DATA TO EXAMINE Start Marker

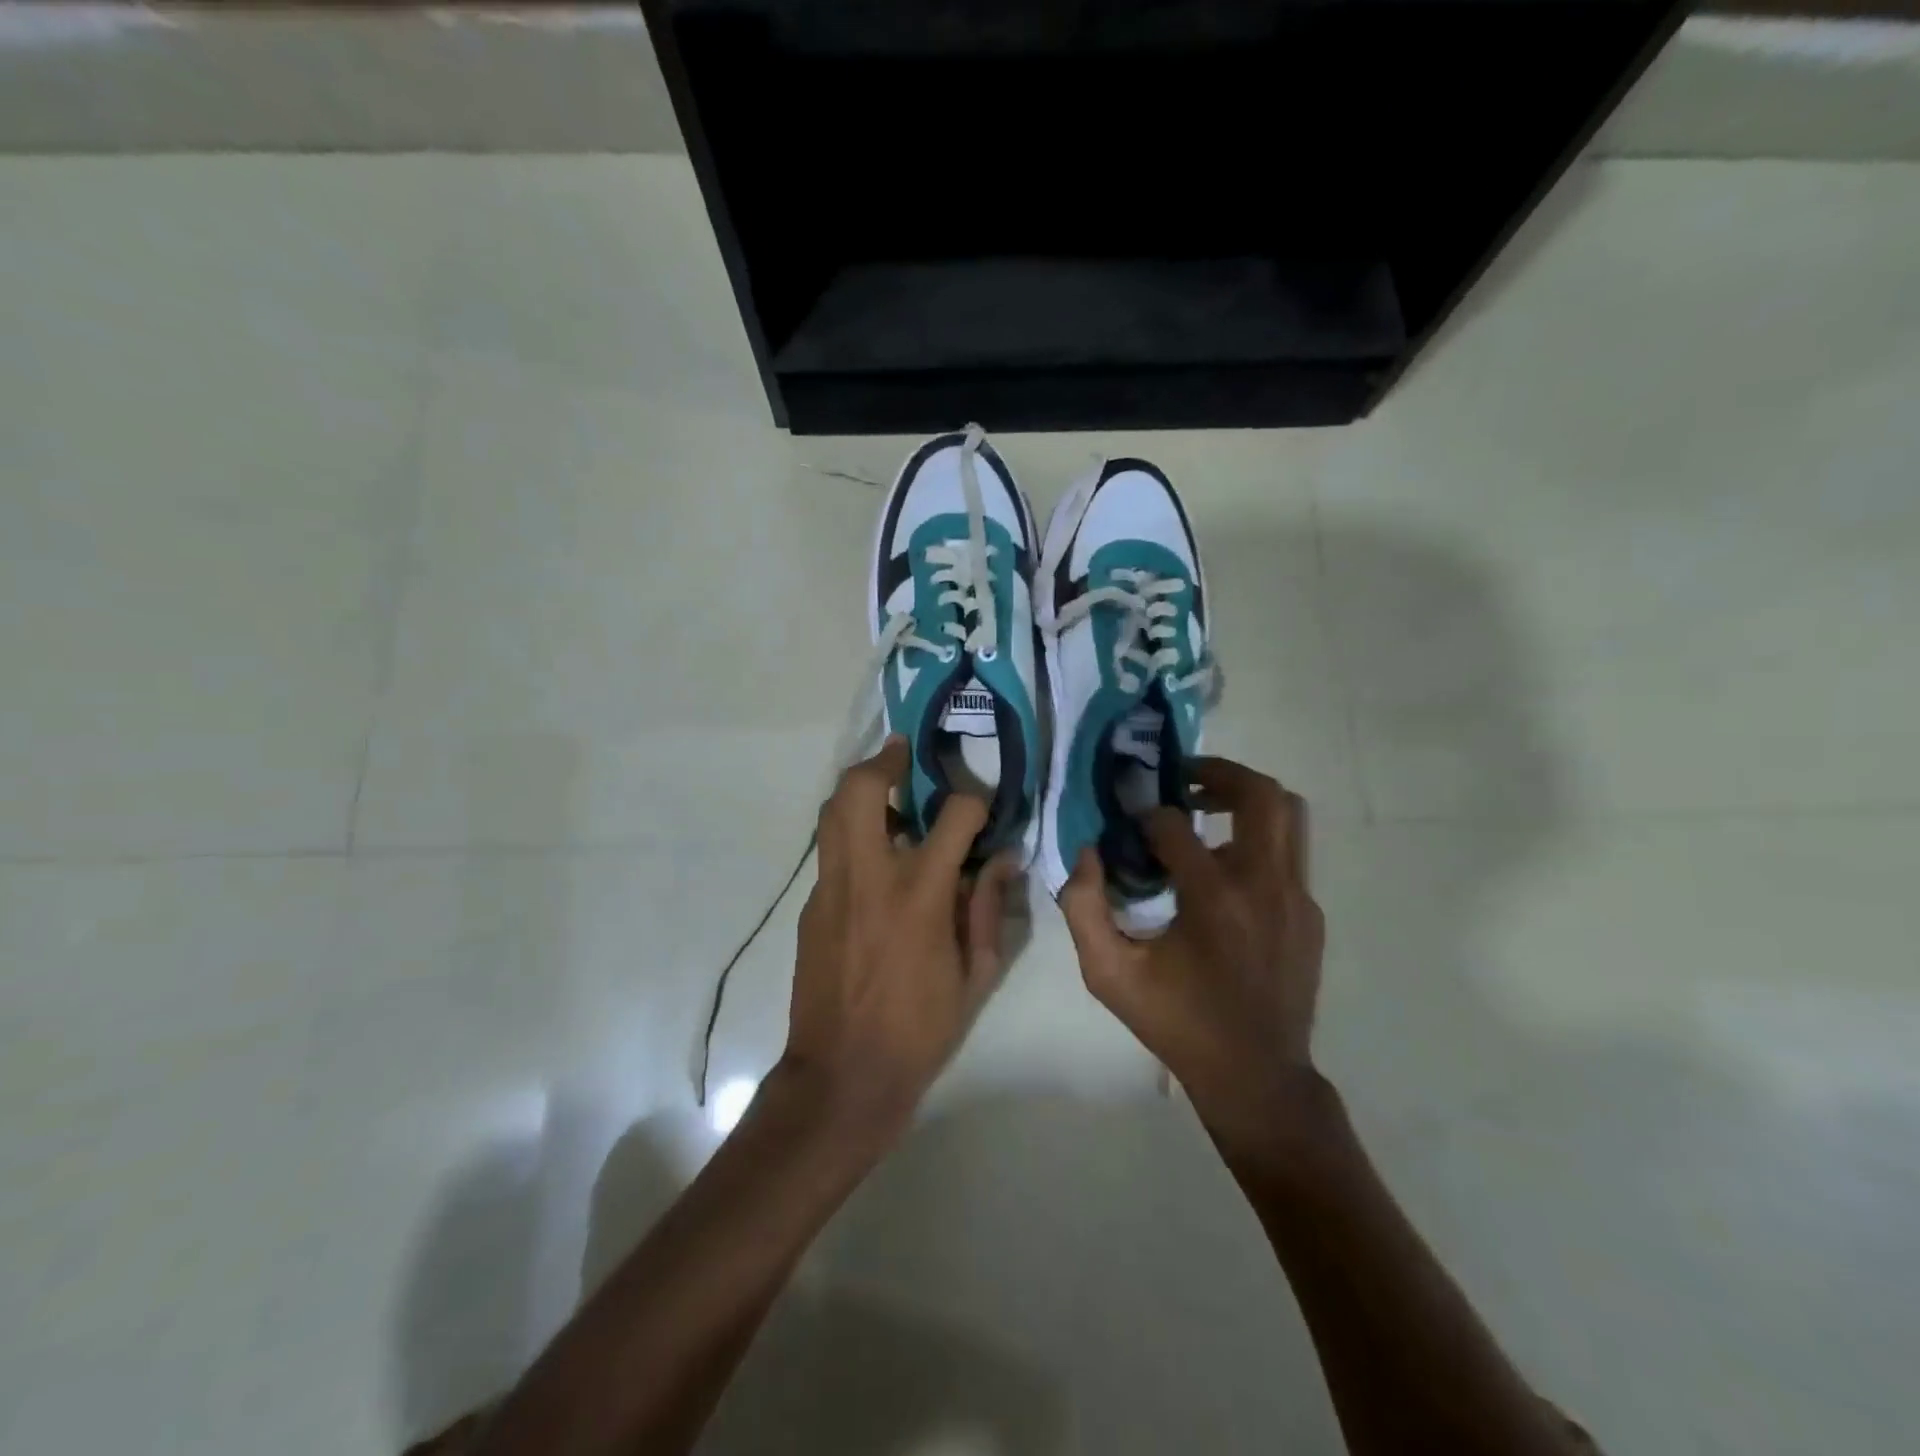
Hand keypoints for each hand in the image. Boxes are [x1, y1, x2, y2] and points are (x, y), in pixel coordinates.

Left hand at [784, 736, 1018, 1136]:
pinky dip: (851, 834)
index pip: (954, 815)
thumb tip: (1004, 860)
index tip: (983, 805)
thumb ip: (989, 907)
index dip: (975, 800)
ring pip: (833, 811)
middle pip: (863, 789)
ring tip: (886, 789)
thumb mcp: (975, 974)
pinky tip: (874, 857)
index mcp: (919, 893)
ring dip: (860, 788)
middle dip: (884, 760)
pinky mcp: (812, 905)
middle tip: (903, 753)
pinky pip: (830, 851)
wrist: (843, 1074)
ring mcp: (832, 887)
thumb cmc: (920, 1028)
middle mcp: (869, 875)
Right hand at [1060, 757, 1324, 1138]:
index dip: (1146, 816)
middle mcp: (1265, 885)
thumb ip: (1083, 908)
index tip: (1130, 825)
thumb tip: (1087, 853)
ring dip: (1244, 799)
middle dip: (1218, 773)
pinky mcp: (1310, 912)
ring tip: (1205, 809)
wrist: (1256, 1076)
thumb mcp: (1110, 974)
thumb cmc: (1178, 1022)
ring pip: (1287, 815)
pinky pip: (1288, 853)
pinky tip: (1224, 869)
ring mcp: (1296, 897)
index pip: (1176, 825)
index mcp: (1214, 899)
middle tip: (1181, 779)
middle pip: (1260, 794)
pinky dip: (1255, 840)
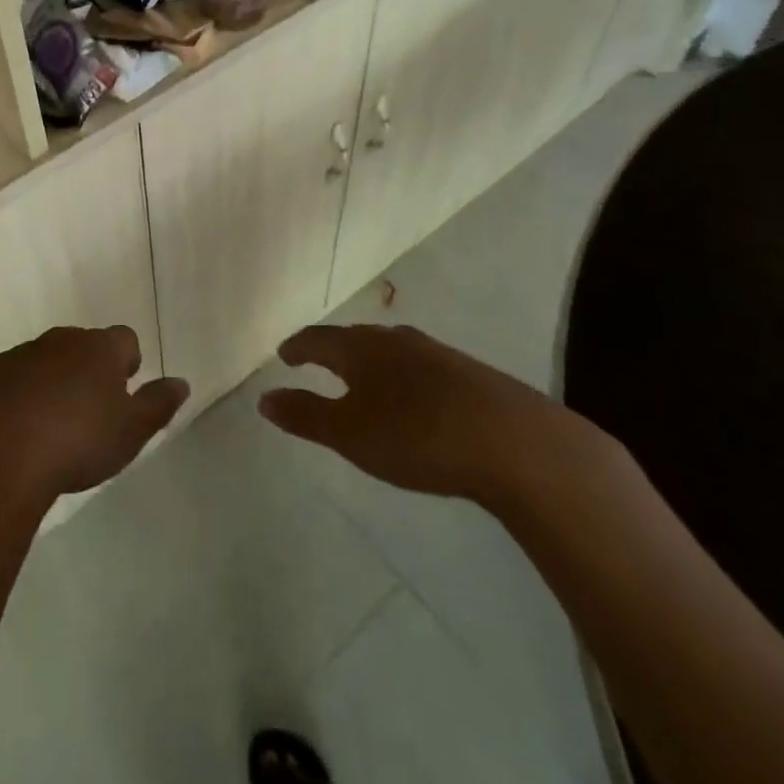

DATA TO EXAMINE End Marker

REQUIREMENT:
What you give back should be exactly the lines of the data above from the line with "pinky dip: (851, 834)" through the line with "middle mcp: (869, 875)", both of those included, and nothing more.

OUTPUT:
pinky dip: (851, 834)
index pip: (954, 815)
thumb tip: (1004, 860)
index tip: (983, 805)
thumb ip: (989, 907)
index dip: (975, 800)
ring pip: (833, 811)
middle pip: (863, 789)
ring tip: (886, 789)
thumb mcp: (975, 974)
pinky tip: (874, 857)
index mcp: (919, 893)
ring dip: (860, 788)
middle dip: (884, 760)
pinky mcp: (812, 905)
middle tip: (903, 753)
pinky pip: (830, 851)
wrist: (843, 1074)
ring mcp: (832, 887)
thumb cmc: (920, 1028)
middle mcp: (869, 875)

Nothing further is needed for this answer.